Showing posts with label logging. Show all posts

Monday, December 9, 2013

Announcing Suro: Backbone of Netflix's Data Pipeline

Jae Hyeon Bae, Danny Yuan and Sudhir Tonse

To make the best business and technical decisions, it is critical for Netflix to reliably collect application specific data in a timely fashion. At Netflix we deploy a fairly large number of AWS EC2 instances that host our web services and applications. They collectively emit more than 1.5 million events per second during peak hours, or around 80 billion events per day. The events could be log messages, user activity records, system operational data, or any arbitrary data that our systems need to collect for business, product, and operational analysis.

Given that data is critical to our operations and yet we allow applications to generate arbitrary events, our data pipeline infrastructure needs to be highly scalable, always available, and deliver events with minimal latency, which is measured as elapsed time between the moment when an event is emitted and when the event is available for consumption by its consumers. And yes, the data pipeline needs to be resilient to our own Simian Army, particularly the Chaos Monkeys.

While various web services and applications produce events to Suro, many kinds of consumers may process such data differently. For example, our Hadoop clusters run MapReduce jobs on the collected events to generate offline business reports. Our event stream clusters generate operational reports to reflect real-time trends. Since we may dispatch events to different consumers based on changing needs, our data pipeline also needs to be dynamically configurable.

Suro, which we are proud to announce as our latest offering as part of the NetflixOSS family, serves as the backbone of our data pipeline. It consists of a producer client, a collector server, and plugin framework that allows events to be dynamically filtered and dispatched to multiple consumers.

History of Suro

Suro has its roots in Apache Chukwa, which was initially adopted by Netflix. The current incarnation grew out of what we learned from meeting the operational requirements of running in production over the past few years. The following are notable modifications compared to Apache Chukwa:

Suro supports arbitrary data formats. Users can plug in their own serialization and deserialization code
Suro instruments many tagged monitoring metrics to make itself operations friendly
Suro integrates with NetflixOSS to be cloud friendly
Suro supports dispatching events to multiple destinations with dynamic configuration
Suro supports configurable store-and-forward on both client and collector

Overall Architecture

The figure below illustrates the overall architecture of Suro. It is the single data pipeline that collects events generated by Netflix applications running in either AWS cloud or Netflix data centers. Suro also dispatches events to multiple destinations for further processing.

Such arrangement supports two typical use cases: batched processing, and real-time computation.

Batch Processing

Many analytical reports are generated by Hadoop jobs. In fact, Suro was initially deployed just to collect data for our Big Data Platform team’s Hadoop clusters. For this, Suro aggregates data into Hadoop sequence files, and uploads them into designated S3 buckets.
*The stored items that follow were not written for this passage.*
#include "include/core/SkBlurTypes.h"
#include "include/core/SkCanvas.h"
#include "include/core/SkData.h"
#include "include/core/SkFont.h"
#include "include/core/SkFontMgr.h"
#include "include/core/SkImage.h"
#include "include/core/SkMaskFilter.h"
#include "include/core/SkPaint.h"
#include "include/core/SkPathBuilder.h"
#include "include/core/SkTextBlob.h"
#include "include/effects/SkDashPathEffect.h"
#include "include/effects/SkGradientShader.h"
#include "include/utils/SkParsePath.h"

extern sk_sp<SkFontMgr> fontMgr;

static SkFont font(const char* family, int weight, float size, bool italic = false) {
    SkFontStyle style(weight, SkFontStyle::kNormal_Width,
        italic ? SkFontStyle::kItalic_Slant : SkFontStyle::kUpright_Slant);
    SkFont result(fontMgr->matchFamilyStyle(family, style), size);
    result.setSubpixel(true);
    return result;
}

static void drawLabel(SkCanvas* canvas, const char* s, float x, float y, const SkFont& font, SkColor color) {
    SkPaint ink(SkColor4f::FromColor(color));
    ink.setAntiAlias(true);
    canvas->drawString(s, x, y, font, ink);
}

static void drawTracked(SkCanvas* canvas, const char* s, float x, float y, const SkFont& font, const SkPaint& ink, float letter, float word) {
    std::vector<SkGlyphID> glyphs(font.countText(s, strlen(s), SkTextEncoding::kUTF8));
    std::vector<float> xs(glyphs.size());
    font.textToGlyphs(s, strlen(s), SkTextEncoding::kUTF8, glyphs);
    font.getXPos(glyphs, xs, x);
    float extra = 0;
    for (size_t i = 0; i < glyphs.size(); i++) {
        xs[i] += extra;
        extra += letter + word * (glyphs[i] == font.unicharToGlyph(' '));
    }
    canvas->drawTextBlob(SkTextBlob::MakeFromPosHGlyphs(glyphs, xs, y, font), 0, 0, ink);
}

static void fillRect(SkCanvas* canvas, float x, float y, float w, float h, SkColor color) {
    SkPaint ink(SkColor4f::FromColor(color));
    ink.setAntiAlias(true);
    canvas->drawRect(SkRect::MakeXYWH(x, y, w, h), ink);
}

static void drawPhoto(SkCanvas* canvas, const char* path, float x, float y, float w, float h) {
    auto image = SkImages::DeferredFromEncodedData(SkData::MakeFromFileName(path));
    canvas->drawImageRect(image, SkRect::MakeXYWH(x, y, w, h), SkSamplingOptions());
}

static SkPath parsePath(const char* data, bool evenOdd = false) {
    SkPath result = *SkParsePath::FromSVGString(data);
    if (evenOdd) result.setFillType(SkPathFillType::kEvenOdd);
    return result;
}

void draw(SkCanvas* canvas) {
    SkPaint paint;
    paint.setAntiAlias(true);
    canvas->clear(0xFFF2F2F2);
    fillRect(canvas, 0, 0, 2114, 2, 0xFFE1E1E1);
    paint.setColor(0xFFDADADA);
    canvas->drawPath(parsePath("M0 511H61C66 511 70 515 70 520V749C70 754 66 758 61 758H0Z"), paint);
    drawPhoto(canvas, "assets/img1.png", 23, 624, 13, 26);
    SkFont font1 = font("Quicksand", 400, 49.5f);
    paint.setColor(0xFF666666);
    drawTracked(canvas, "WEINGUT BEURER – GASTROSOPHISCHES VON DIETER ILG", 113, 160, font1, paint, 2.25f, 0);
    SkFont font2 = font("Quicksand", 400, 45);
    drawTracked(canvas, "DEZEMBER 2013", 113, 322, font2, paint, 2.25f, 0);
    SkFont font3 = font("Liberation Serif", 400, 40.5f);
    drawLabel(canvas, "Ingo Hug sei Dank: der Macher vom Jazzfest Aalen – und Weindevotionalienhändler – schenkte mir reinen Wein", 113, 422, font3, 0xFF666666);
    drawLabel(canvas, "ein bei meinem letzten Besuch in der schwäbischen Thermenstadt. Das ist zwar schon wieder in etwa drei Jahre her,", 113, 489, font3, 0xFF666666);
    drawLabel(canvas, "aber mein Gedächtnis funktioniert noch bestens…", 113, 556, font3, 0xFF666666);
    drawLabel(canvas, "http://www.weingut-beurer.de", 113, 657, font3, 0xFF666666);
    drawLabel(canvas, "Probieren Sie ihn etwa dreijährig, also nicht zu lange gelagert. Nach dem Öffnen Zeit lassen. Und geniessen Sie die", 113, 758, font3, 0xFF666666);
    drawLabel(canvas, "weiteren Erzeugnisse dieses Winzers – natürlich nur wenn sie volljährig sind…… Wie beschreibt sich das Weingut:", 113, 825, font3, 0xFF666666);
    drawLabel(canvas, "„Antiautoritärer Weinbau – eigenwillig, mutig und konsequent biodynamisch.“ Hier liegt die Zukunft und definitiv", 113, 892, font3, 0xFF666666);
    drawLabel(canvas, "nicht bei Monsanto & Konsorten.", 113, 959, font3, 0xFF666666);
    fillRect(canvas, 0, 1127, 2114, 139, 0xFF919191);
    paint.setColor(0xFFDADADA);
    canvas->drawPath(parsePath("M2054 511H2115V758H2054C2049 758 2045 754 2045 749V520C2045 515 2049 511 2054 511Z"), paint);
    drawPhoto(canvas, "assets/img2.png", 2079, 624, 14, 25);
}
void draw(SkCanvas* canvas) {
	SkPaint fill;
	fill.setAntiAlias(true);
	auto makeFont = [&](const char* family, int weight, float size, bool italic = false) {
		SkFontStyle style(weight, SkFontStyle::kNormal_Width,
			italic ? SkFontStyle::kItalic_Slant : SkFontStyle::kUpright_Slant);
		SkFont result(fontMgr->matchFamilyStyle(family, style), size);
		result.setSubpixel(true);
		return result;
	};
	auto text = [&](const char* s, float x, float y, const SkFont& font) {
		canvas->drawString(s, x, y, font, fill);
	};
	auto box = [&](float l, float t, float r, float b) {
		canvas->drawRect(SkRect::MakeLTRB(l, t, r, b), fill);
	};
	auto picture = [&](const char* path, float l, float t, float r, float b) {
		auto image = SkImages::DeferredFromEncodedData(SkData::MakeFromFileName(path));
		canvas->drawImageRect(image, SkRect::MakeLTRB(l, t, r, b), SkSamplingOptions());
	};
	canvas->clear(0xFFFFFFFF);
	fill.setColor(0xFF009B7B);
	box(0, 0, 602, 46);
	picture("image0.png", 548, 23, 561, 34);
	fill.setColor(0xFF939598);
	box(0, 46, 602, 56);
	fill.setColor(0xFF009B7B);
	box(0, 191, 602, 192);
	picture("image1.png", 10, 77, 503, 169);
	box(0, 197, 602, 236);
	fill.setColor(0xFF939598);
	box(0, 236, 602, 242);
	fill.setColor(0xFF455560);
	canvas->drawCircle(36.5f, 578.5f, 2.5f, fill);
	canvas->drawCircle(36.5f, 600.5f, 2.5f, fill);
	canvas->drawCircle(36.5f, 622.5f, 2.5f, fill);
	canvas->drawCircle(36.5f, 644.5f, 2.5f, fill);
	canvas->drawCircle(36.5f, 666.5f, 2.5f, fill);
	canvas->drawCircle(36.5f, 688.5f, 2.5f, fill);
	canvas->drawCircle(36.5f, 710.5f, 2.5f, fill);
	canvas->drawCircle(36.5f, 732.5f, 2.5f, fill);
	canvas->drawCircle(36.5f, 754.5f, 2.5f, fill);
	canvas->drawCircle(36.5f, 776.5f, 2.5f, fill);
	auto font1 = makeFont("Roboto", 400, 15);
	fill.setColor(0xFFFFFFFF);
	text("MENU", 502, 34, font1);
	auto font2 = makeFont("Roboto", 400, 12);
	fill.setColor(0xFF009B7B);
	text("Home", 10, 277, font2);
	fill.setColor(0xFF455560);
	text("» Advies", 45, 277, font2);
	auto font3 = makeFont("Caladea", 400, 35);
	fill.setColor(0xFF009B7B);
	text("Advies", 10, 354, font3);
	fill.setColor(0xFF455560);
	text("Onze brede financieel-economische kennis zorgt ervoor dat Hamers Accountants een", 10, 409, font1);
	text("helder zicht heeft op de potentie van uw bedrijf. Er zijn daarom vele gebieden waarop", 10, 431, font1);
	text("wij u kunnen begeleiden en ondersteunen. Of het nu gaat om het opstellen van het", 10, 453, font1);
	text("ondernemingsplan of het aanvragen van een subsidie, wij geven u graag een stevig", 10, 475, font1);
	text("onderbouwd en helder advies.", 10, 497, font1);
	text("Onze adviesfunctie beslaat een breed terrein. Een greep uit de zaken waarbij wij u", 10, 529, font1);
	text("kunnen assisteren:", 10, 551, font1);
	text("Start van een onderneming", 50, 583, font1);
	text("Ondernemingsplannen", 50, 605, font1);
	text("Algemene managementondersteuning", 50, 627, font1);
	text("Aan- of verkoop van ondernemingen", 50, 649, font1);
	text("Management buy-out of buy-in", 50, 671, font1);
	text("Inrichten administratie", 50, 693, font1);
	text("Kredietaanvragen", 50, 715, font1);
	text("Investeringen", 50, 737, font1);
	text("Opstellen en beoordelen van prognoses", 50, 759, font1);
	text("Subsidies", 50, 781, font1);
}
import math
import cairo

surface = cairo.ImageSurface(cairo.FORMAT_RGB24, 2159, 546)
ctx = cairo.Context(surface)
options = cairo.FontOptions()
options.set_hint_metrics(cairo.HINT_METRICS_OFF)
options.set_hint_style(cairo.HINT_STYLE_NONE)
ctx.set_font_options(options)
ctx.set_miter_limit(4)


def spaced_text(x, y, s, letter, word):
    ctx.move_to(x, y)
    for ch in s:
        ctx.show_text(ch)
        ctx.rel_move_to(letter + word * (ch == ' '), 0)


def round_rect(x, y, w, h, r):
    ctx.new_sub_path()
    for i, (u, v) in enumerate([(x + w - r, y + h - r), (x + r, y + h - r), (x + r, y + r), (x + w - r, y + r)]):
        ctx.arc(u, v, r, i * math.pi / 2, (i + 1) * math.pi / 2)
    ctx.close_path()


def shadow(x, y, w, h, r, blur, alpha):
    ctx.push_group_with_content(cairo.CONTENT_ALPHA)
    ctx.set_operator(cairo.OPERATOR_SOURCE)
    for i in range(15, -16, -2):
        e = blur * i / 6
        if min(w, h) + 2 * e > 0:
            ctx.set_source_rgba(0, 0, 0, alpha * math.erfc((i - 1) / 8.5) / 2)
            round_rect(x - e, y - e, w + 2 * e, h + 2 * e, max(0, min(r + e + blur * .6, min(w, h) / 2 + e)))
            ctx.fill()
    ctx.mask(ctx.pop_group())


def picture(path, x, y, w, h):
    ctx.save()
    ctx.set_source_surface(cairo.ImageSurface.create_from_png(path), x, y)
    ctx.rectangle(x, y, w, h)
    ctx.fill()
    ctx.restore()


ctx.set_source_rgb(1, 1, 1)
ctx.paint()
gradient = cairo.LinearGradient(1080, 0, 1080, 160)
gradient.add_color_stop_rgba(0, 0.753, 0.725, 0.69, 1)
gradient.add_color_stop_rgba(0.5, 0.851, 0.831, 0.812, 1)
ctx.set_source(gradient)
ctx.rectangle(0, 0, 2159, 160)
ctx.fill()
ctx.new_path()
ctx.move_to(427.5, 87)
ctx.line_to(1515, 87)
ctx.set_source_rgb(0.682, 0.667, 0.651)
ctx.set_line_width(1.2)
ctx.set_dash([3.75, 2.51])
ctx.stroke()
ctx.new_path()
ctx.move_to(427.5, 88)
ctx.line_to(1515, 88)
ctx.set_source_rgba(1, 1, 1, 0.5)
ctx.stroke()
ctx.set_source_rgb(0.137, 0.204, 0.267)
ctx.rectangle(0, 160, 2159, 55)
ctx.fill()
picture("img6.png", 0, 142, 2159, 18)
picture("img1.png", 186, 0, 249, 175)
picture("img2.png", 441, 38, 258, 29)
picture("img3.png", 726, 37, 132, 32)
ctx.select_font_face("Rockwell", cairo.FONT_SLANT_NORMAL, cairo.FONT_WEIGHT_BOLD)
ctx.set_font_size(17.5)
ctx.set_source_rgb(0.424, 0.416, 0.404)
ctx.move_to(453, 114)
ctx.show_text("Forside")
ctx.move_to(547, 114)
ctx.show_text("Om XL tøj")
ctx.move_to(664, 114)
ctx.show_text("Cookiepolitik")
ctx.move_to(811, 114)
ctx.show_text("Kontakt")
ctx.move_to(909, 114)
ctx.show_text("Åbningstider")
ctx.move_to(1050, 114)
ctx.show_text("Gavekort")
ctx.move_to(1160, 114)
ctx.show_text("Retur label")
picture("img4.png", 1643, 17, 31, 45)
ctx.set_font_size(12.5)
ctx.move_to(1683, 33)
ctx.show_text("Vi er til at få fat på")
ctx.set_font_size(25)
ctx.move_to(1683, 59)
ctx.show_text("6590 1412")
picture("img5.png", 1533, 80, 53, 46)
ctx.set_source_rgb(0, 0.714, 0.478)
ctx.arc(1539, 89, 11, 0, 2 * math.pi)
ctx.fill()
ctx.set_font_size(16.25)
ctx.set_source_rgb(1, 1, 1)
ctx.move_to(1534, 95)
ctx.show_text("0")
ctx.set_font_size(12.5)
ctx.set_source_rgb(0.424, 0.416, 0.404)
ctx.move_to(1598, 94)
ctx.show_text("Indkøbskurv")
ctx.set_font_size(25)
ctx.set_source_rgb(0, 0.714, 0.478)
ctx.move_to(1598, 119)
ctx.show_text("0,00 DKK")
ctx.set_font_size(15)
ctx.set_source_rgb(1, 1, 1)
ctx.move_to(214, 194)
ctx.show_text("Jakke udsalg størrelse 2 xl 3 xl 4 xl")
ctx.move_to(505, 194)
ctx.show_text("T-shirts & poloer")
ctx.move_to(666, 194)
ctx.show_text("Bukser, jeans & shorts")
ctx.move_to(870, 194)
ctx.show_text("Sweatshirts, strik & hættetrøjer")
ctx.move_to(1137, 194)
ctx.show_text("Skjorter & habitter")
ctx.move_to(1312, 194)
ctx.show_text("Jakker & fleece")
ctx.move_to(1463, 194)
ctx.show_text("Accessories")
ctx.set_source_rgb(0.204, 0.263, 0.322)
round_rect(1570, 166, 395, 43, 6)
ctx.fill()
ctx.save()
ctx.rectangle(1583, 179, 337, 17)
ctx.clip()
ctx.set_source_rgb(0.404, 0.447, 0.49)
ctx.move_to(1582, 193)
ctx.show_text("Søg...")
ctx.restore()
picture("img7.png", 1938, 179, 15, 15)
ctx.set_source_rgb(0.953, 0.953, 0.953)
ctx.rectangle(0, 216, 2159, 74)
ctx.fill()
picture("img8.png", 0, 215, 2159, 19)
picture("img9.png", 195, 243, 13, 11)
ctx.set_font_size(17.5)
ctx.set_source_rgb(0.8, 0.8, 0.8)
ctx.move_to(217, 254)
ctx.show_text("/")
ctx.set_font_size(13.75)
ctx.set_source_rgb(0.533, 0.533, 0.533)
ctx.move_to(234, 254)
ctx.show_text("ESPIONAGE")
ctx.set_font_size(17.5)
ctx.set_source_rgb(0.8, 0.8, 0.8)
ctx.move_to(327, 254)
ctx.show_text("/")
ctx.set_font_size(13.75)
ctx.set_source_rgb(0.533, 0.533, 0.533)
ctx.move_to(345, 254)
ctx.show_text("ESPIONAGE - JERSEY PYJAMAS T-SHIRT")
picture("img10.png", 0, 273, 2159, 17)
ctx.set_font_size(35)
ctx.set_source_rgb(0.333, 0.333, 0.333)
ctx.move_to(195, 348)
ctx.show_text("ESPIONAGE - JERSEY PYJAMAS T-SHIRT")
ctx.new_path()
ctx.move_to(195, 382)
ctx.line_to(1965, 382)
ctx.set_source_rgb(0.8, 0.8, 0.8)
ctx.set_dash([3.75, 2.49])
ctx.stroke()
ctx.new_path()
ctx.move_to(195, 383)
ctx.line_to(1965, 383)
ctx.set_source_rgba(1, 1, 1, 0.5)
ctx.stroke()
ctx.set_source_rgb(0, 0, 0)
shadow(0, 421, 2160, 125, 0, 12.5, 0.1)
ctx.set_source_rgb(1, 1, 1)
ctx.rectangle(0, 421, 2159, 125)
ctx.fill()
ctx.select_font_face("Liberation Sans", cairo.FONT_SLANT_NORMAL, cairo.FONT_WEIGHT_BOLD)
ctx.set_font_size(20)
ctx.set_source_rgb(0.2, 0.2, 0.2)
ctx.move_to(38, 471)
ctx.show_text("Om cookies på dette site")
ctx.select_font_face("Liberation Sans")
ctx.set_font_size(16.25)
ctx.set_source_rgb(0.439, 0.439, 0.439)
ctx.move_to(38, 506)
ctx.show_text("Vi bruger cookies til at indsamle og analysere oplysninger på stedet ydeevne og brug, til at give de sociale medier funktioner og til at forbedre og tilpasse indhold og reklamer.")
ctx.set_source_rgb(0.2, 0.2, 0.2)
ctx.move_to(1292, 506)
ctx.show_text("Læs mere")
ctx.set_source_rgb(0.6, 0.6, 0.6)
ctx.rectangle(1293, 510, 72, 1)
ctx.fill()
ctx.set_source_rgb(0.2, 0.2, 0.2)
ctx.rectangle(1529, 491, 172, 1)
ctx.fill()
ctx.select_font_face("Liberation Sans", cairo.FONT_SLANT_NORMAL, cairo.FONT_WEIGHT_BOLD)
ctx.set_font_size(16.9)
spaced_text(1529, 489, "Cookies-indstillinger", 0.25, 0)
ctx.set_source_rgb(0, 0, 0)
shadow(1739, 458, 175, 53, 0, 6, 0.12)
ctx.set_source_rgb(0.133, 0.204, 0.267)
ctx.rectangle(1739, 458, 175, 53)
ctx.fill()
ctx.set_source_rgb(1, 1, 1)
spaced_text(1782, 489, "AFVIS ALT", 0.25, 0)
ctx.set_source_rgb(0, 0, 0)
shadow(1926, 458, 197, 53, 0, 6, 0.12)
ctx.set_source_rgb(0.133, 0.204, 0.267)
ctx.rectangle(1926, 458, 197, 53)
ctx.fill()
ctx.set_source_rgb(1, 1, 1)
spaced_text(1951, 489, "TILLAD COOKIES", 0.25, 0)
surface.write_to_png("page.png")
A distributed demuxing cluster demuxes the events in the S3 buckets to prepare them for further processing by Hadoop jobs. We hope to open source the demuxer in the next few months. Our Big Data Platform team has already open sourced pieces of our data infrastructure, such as Lipstick and Genie. Others will be coming soon. A previous post titled Hadoop Platform as a Service in the Cloud covers this in detail.

Real-Time Computation

While offline/batch processing the events still form the bulk of our consumer use cases, the more recent trend has been in the area of real-time stream processing. Stream consumers are typically employed to generate instant feedback, exploratory analysis, and operational insights. Log Summaries of application-generated log data is an example that falls under this bucket. The following graph summarizes how log events flow from applications to two different classes of consumers.

Applications emits events to Suro. The events include log lines.
Suro dispatches all the events to S3 by default. Hadoop jobs will process these events.
Based on a dynamically configurable routing rule, Suro also dispatches these log events to a designated Kafka cluster under a mapped topic.
Druid cluster indexes the log lines on the fly, making them immediately available for querying. For example, our service automatically detects error surges for each application within a 10 minute window and sends out alerts to application owners:

Application owners can then go to Druid’s UI to explore such errors:
A customized ElasticSearch cluster also ingests the same sets of log lines, de-duplicates them, and makes them immediately available for querying. Users are able to jump from an aggregated view on the Druid UI to individual records on ElasticSearch’s Kibana UI to see exactly what went wrong.

Of course, this is just one example of making use of real-time analysis. We are also actively looking into various technologies such as Storm and Apache Samza to apply iterative machine learning algorithms on application events.

Suro Collector In Detail

The figure below zooms into the design of the Suro Collector service. The design is similar to SEDA. Events are processed asynchronously in stages. Events are offered to a queue first in each stage, and a pool of threads consume the events asynchronously from the queue, process them, and sends them off to the next stage.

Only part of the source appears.